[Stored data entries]
———
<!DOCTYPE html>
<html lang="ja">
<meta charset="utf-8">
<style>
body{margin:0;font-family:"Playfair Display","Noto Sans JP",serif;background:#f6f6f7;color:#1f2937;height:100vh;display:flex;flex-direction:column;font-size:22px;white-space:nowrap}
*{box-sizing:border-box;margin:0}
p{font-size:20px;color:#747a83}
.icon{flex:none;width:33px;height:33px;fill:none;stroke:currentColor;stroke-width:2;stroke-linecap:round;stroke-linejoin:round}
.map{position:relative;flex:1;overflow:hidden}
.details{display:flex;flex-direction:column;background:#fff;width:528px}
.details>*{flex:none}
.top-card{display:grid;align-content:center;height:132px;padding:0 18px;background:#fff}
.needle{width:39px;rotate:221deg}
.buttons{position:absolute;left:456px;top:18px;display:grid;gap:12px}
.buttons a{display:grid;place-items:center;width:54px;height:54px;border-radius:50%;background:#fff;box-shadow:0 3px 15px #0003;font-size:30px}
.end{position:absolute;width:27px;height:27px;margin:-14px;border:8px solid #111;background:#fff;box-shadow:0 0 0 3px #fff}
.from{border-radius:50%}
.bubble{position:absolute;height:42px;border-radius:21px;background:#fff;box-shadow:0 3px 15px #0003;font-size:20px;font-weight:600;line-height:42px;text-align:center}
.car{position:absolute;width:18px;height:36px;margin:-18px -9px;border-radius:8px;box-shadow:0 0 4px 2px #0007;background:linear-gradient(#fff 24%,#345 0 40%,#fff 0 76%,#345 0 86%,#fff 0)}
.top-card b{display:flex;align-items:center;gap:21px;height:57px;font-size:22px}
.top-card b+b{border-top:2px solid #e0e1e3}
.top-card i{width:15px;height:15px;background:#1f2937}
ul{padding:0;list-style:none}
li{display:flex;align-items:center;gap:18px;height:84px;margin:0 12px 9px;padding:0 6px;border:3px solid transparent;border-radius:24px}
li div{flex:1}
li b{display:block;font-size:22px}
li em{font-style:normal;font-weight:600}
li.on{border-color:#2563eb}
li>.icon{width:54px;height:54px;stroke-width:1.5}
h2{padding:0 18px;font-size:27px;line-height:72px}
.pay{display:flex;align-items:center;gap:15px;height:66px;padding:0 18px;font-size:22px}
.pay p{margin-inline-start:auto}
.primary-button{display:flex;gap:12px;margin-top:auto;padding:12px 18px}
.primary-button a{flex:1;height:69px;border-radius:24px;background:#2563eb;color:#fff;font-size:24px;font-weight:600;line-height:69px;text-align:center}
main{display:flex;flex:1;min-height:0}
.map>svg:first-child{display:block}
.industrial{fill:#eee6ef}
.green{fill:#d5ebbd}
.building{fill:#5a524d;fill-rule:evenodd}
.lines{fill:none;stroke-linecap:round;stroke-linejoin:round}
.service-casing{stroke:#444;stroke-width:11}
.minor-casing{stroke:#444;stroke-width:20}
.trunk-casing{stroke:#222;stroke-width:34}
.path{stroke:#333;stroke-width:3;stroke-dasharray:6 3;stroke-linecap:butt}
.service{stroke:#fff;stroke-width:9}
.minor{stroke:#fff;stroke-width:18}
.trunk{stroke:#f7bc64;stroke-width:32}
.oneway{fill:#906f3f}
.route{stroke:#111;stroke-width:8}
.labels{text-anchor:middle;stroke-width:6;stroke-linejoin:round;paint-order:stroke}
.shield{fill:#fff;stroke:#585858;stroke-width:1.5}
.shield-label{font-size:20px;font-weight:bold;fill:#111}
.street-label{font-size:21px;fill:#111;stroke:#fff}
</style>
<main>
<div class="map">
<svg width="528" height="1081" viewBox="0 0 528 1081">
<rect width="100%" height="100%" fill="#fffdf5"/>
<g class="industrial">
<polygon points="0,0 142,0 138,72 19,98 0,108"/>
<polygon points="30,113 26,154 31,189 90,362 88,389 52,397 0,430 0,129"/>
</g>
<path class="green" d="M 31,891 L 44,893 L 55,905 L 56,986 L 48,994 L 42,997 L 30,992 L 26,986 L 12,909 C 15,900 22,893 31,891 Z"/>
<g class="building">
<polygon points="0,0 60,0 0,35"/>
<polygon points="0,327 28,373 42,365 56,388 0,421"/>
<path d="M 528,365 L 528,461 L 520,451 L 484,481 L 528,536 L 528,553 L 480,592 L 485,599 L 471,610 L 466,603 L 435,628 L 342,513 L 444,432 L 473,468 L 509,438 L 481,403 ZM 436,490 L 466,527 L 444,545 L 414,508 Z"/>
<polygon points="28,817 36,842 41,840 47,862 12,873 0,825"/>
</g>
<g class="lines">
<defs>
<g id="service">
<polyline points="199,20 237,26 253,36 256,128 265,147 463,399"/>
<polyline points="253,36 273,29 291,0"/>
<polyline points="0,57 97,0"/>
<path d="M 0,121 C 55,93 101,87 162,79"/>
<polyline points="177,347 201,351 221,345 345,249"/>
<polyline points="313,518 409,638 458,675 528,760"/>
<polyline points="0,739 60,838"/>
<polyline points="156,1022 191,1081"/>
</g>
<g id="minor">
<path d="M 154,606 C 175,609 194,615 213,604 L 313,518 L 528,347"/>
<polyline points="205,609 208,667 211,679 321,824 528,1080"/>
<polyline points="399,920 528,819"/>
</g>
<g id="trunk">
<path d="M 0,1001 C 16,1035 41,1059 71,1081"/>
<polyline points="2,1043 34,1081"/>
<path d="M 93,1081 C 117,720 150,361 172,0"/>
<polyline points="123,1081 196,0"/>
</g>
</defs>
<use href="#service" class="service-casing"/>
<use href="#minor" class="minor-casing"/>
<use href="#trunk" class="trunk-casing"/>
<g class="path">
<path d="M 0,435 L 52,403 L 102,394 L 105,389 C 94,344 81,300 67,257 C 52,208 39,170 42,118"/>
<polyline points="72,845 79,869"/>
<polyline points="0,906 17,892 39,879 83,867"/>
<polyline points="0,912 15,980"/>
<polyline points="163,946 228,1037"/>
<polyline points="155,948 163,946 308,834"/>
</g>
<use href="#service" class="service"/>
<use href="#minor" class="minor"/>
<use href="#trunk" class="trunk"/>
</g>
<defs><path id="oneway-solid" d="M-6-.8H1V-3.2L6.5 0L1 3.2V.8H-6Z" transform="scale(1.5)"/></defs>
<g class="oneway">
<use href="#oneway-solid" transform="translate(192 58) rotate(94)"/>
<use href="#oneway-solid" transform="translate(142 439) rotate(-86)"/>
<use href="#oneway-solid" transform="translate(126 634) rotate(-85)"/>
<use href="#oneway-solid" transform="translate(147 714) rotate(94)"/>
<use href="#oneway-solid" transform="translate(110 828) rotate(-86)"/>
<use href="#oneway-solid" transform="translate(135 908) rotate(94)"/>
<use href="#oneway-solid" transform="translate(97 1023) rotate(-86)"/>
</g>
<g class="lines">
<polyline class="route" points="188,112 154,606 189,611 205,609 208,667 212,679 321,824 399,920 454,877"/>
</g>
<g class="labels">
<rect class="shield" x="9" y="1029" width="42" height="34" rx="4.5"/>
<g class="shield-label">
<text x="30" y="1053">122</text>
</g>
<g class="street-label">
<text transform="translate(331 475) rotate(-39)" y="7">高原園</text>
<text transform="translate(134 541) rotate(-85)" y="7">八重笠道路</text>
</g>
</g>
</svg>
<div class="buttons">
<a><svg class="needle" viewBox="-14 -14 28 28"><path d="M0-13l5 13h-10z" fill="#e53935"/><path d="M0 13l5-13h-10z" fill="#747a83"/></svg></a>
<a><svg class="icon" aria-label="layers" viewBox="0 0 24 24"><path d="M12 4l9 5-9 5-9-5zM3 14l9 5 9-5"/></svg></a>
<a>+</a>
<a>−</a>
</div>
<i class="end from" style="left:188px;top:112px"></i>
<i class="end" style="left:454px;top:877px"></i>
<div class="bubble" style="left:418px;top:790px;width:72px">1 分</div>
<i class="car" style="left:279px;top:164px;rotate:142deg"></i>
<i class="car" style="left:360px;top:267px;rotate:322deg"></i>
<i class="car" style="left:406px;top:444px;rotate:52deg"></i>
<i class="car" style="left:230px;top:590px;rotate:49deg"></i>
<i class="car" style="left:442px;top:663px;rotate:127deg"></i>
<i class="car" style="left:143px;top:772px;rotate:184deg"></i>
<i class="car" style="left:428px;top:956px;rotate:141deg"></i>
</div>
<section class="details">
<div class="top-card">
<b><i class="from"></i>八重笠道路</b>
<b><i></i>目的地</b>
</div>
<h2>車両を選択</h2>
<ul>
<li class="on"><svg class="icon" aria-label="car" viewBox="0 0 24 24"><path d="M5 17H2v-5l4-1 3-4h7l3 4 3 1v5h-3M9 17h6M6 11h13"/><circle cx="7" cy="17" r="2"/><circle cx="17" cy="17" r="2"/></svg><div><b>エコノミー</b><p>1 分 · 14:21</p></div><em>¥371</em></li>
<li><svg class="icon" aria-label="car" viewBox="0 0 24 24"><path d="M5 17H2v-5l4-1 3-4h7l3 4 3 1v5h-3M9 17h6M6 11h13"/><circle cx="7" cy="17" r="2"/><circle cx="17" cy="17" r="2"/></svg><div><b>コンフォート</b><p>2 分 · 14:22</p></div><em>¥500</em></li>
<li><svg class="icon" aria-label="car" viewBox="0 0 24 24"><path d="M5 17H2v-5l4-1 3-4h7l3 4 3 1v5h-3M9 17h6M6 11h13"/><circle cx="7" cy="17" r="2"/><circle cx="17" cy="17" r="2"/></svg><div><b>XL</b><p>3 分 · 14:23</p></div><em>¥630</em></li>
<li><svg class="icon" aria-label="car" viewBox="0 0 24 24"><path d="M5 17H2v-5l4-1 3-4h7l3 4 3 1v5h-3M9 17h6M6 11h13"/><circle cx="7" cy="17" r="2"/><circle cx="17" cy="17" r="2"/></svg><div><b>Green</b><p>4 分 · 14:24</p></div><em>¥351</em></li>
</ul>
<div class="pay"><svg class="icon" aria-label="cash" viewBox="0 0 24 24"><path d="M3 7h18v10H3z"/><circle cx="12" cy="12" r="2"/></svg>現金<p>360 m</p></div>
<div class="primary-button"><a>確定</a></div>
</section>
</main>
———
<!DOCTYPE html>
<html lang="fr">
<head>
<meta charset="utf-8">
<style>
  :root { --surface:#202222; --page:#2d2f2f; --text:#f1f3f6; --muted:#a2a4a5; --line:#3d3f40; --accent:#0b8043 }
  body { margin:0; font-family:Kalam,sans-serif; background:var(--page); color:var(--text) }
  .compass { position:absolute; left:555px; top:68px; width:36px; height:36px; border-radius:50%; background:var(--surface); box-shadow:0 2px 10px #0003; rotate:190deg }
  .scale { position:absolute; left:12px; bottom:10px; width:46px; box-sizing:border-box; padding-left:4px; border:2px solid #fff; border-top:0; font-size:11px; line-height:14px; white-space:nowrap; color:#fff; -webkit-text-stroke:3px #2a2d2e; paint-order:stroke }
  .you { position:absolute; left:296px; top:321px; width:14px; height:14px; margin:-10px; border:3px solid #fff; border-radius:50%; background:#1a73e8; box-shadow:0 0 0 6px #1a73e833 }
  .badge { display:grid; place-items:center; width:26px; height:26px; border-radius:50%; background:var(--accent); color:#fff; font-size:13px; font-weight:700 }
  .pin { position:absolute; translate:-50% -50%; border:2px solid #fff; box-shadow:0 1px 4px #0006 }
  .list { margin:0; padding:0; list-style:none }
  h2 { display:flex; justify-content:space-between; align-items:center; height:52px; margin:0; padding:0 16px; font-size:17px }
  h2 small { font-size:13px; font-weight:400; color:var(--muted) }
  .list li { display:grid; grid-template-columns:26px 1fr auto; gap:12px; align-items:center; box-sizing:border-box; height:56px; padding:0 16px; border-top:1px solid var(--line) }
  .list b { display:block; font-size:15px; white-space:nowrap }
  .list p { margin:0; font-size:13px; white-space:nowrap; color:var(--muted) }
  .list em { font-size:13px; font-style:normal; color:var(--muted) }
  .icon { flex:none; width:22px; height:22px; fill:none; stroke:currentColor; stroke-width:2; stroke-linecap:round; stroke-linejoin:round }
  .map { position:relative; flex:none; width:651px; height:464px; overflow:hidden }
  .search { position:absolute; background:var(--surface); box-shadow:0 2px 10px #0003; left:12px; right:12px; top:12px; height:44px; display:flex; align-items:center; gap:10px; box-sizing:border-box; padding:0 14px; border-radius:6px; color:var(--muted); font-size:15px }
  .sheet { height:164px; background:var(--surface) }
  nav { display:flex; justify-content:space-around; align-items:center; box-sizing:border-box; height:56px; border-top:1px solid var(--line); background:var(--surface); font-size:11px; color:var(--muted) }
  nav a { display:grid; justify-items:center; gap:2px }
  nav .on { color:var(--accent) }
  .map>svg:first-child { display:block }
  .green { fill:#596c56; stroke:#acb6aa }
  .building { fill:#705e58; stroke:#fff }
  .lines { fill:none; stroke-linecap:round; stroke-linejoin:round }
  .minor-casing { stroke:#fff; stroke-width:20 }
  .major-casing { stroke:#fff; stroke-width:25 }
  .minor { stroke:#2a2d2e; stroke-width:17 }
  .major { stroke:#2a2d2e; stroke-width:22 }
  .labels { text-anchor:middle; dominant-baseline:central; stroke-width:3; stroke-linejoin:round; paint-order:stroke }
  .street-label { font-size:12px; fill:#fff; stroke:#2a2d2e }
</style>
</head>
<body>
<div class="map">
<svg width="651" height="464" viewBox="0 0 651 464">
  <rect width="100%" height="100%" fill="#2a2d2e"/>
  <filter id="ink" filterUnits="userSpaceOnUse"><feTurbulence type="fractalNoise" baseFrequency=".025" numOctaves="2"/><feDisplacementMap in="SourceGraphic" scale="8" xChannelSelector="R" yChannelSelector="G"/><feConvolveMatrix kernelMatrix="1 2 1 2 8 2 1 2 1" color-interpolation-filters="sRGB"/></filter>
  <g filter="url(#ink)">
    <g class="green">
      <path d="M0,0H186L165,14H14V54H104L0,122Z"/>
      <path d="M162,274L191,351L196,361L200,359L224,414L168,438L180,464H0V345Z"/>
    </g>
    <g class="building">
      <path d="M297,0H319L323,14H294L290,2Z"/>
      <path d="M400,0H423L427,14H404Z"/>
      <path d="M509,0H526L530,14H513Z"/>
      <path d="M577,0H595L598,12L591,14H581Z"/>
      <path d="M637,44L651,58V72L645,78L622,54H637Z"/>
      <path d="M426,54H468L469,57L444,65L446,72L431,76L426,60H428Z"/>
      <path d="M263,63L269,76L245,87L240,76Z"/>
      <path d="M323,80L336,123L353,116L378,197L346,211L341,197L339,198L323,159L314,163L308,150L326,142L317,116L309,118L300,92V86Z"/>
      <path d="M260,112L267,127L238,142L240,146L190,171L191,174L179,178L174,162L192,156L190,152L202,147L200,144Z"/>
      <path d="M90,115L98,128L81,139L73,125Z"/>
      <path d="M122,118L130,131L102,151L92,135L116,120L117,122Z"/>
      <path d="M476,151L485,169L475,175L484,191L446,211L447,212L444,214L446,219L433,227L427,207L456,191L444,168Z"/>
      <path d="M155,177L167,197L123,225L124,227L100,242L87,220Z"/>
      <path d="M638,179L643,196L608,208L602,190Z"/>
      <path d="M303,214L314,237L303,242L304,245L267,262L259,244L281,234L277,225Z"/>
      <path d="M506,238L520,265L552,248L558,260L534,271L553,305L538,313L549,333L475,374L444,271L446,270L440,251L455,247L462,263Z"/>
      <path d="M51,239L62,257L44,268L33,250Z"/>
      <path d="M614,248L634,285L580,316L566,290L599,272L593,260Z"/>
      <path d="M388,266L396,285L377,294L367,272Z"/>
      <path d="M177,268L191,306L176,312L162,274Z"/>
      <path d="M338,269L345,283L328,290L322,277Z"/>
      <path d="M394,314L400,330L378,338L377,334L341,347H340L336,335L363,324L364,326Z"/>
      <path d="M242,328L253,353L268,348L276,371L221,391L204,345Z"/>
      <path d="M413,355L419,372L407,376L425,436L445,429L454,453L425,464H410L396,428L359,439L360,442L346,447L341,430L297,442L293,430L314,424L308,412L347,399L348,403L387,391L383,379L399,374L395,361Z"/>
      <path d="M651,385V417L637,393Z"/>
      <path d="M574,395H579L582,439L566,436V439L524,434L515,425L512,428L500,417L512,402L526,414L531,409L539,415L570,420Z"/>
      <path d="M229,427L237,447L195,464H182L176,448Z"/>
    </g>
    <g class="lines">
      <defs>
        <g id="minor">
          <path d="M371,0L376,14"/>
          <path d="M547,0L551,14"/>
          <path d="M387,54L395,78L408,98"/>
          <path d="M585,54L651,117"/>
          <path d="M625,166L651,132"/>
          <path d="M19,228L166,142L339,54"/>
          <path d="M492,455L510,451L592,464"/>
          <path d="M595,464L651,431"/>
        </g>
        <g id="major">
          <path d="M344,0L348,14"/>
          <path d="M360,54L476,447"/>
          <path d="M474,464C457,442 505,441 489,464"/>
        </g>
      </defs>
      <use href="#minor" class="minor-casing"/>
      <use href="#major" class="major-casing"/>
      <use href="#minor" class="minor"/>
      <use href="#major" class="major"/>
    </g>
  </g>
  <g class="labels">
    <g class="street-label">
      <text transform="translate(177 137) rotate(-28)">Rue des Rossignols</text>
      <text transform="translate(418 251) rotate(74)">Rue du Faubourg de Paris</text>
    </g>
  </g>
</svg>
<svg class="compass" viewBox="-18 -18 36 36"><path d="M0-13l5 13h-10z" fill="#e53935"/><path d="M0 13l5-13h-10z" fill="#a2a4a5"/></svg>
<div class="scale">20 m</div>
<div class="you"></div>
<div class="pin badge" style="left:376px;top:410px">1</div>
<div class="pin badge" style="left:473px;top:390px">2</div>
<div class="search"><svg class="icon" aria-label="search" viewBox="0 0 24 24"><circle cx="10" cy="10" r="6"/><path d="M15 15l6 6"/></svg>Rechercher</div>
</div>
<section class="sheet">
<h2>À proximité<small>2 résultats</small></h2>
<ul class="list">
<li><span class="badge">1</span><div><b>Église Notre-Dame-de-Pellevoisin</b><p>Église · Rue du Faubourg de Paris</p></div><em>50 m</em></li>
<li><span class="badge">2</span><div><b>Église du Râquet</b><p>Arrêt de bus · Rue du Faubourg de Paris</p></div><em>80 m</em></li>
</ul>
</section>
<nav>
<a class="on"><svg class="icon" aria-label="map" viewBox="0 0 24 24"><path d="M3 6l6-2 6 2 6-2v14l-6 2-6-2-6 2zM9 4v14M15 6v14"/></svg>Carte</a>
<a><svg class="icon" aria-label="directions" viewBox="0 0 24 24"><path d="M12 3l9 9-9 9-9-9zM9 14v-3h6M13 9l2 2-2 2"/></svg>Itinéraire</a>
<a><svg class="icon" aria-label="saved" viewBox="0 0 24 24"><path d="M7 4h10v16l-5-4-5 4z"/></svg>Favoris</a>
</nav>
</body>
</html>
———
What the task asks:
The answer must consist of each line in the entries above that includes "filter".

Output for this task:
  <filter id="ink" filterUnits="userSpaceOnUse"><feTurbulence type="fractalNoise" baseFrequency=".025" numOctaves="2"/><feDisplacementMap in="SourceGraphic" scale="8" xChannelSelector="R" yChannelSelector="G"/><feConvolveMatrix kernelMatrix="1 2 1 2 8 2 1 2 1" color-interpolation-filters="sRGB"/></filter>
  <g filter="url(#ink)">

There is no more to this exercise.